Content starts
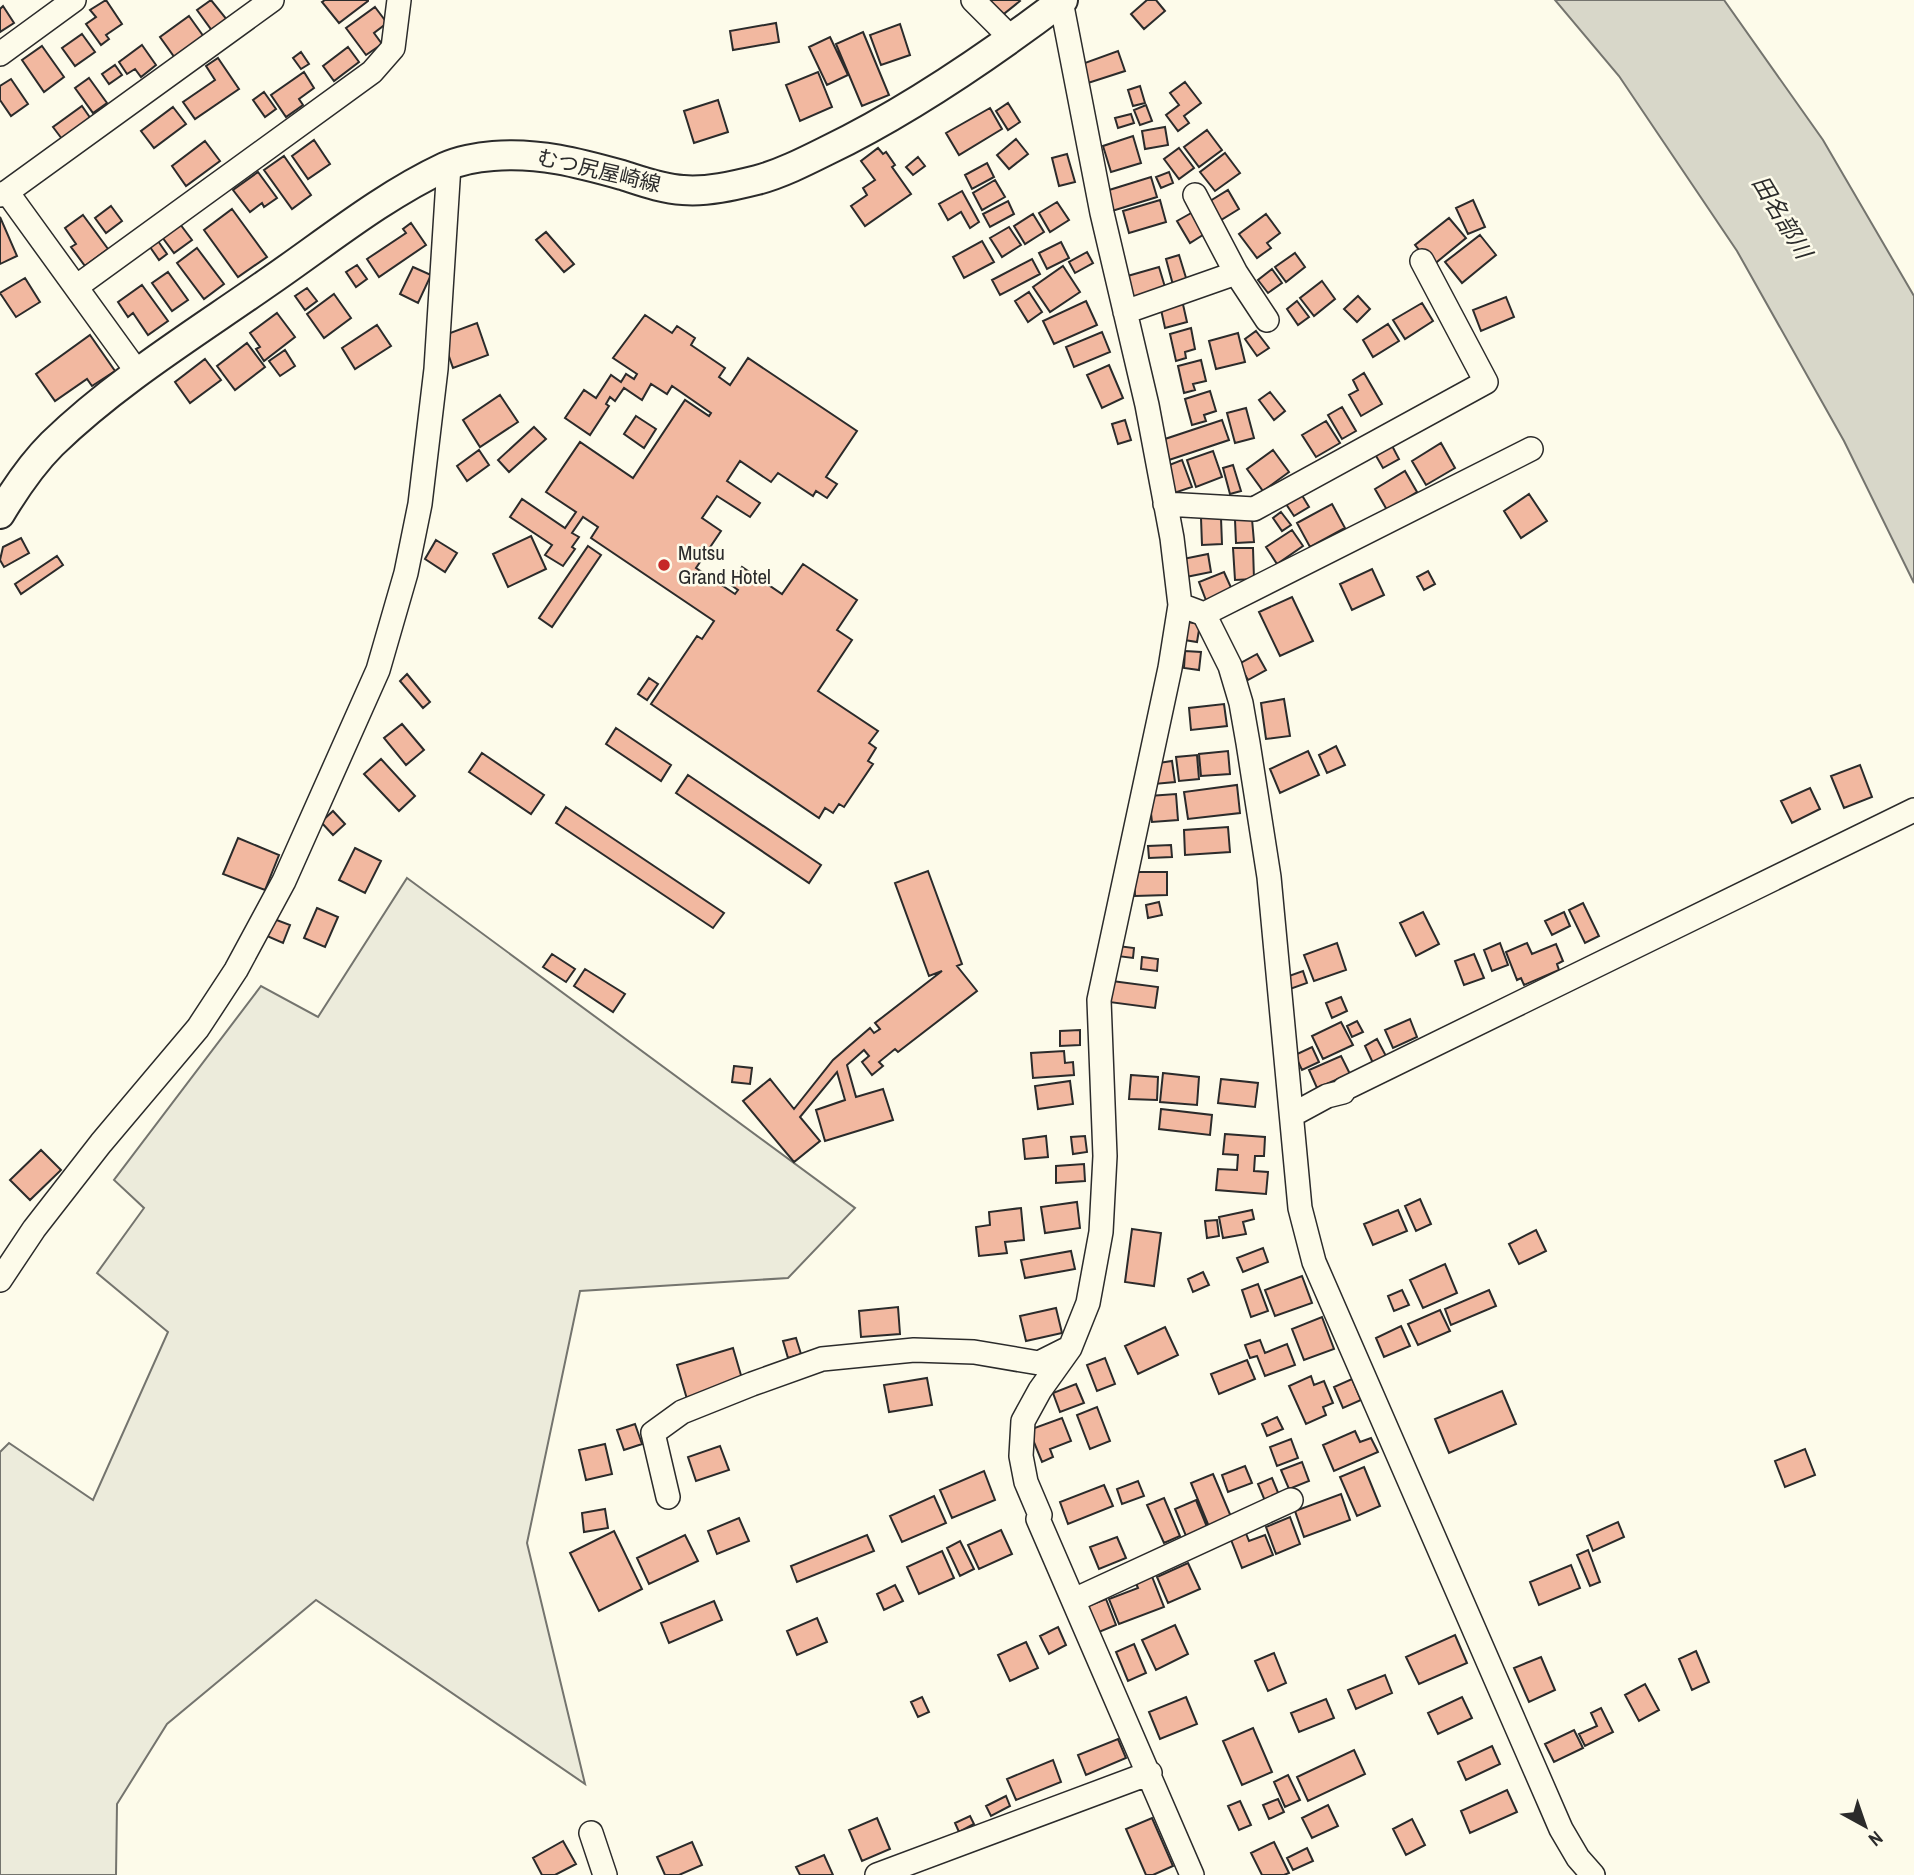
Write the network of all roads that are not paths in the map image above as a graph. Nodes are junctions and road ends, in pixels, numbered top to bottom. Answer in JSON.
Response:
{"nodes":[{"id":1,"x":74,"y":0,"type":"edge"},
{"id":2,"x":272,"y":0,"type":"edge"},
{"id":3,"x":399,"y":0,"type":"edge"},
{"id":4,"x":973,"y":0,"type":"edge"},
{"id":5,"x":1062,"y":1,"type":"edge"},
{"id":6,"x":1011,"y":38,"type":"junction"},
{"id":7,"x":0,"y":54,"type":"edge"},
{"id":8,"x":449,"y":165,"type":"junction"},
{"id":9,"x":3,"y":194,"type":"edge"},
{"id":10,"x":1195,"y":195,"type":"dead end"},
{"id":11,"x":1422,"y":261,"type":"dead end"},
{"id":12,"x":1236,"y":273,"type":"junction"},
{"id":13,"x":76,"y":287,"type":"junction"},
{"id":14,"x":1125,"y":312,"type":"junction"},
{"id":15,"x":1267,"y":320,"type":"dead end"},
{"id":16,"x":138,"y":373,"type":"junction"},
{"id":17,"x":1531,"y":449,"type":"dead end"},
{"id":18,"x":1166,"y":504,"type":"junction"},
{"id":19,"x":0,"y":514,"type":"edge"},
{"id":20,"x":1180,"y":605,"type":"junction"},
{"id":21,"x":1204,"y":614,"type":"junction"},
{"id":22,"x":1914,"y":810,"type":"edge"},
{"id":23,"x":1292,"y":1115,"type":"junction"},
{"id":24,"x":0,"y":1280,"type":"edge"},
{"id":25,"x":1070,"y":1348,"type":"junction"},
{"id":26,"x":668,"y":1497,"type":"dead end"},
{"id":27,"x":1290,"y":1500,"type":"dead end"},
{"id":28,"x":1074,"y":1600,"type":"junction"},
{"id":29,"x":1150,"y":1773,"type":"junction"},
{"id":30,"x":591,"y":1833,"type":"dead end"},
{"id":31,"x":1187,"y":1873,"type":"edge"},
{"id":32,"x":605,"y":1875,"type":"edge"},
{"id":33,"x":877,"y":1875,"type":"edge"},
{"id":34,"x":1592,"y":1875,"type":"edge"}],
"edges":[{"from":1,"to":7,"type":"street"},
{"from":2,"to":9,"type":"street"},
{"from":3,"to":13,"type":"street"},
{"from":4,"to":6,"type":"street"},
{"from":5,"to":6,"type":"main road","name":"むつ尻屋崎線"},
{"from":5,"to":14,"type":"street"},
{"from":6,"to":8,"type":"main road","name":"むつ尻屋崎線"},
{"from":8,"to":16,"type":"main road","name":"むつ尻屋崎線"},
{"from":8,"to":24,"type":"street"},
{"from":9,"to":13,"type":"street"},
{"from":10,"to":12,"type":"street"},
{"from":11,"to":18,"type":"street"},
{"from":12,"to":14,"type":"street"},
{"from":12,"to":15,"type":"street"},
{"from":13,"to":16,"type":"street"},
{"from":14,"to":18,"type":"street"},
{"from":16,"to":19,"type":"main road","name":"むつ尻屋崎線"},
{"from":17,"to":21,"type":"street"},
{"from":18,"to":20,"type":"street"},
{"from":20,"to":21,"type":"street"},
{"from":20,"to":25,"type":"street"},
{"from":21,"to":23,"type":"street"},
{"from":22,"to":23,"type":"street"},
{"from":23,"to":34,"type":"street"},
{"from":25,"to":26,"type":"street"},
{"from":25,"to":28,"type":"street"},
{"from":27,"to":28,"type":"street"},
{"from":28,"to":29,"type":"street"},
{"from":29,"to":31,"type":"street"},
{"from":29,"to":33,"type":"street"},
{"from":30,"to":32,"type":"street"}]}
Content ends
Content starts
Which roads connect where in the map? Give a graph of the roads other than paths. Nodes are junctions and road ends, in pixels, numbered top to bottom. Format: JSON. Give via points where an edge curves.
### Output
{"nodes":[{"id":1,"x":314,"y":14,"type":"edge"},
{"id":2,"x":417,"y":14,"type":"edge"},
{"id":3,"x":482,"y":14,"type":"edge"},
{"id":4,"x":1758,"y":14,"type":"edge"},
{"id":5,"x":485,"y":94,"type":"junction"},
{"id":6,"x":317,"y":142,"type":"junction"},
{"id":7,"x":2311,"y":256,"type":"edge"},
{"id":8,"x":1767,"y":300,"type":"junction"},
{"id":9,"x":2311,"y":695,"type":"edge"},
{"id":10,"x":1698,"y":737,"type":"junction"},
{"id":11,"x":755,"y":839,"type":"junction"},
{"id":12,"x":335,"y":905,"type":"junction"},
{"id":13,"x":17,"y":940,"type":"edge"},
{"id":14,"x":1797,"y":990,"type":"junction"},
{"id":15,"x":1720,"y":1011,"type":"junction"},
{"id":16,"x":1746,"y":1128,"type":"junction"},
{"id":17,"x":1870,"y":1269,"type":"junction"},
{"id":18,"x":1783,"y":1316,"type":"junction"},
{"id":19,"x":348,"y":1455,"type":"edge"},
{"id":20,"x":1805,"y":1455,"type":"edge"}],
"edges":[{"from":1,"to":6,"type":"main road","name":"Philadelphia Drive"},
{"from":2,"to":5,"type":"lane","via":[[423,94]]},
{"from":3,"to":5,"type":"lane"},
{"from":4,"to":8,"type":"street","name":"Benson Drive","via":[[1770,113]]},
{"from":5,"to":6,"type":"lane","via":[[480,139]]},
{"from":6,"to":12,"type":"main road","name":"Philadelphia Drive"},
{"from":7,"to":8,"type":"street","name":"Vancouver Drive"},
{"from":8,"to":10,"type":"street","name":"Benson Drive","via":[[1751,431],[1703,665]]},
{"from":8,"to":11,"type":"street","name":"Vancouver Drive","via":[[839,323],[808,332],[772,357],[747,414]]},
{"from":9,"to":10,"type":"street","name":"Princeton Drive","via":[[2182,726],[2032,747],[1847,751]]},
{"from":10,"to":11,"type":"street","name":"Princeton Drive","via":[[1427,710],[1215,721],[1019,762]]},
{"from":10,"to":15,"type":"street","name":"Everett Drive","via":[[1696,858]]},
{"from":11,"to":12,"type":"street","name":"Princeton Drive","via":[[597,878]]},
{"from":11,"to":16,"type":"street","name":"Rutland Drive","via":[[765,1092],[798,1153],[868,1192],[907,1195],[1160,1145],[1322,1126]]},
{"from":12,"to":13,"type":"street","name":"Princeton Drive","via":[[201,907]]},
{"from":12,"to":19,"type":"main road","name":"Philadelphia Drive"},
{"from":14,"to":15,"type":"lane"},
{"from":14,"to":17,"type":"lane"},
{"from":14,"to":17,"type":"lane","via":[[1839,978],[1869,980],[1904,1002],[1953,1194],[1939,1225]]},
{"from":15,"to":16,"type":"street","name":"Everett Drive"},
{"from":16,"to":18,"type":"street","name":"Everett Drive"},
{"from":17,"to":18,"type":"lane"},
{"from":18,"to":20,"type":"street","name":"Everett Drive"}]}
Content ends
Content starts
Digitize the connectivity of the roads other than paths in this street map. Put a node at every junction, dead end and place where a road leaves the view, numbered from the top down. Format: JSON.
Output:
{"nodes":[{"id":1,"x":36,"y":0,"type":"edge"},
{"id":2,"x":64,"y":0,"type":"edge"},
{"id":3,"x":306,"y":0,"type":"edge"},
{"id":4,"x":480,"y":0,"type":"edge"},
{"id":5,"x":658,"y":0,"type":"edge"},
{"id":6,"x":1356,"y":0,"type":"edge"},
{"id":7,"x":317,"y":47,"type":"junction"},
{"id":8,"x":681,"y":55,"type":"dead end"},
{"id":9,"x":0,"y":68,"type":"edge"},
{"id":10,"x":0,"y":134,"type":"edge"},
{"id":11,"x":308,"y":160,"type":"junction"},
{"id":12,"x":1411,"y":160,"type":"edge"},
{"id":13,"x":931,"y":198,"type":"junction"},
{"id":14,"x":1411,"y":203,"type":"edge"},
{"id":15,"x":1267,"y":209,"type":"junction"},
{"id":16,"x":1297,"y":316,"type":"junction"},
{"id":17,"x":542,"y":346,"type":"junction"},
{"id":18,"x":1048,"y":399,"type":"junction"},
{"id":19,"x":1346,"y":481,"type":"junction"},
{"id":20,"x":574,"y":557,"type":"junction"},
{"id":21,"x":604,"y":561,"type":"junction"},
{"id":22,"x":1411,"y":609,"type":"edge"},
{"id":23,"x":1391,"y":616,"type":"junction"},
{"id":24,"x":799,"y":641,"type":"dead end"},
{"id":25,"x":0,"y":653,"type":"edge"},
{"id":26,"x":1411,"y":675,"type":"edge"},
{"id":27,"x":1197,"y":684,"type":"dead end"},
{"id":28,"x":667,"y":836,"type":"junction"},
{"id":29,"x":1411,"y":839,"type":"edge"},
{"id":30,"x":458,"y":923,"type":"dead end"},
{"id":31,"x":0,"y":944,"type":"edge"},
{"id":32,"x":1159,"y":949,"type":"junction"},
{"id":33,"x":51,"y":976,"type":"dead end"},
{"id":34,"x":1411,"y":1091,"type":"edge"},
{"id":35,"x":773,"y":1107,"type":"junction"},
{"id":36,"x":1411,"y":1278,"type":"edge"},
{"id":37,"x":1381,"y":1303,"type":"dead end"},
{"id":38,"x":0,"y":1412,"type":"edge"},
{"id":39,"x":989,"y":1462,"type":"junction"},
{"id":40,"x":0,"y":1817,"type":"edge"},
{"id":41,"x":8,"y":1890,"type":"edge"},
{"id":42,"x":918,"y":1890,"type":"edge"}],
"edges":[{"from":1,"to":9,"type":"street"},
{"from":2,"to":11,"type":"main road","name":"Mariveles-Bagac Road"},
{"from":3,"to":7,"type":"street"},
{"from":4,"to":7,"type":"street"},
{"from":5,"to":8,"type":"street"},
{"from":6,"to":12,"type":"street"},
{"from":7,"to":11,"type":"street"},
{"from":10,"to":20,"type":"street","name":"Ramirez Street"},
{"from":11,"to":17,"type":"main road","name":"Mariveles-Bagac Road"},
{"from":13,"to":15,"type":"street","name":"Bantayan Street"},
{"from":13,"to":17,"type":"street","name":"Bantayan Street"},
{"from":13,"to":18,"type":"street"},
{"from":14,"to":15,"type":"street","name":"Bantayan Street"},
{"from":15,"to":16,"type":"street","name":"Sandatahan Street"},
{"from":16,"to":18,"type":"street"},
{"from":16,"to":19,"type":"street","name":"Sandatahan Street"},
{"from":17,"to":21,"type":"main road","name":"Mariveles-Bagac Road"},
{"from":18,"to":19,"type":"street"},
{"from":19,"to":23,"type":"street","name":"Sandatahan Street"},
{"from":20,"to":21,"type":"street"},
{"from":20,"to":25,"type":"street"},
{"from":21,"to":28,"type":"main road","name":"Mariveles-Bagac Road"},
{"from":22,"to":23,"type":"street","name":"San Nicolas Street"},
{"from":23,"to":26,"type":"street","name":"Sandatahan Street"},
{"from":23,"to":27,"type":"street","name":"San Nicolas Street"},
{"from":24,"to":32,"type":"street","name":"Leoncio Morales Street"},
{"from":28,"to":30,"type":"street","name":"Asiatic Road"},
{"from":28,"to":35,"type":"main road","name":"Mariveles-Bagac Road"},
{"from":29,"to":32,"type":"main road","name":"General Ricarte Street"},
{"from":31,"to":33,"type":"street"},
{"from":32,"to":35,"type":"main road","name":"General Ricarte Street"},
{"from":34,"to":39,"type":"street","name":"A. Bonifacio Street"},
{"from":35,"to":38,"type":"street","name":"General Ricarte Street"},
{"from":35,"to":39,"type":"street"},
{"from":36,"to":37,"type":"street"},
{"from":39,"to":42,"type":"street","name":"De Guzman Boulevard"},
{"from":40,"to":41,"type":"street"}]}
Content ends
TASK INSTRUCTIONS:
Supply only the number of lines above in which "Format" occurs.

THE ANSWER:
2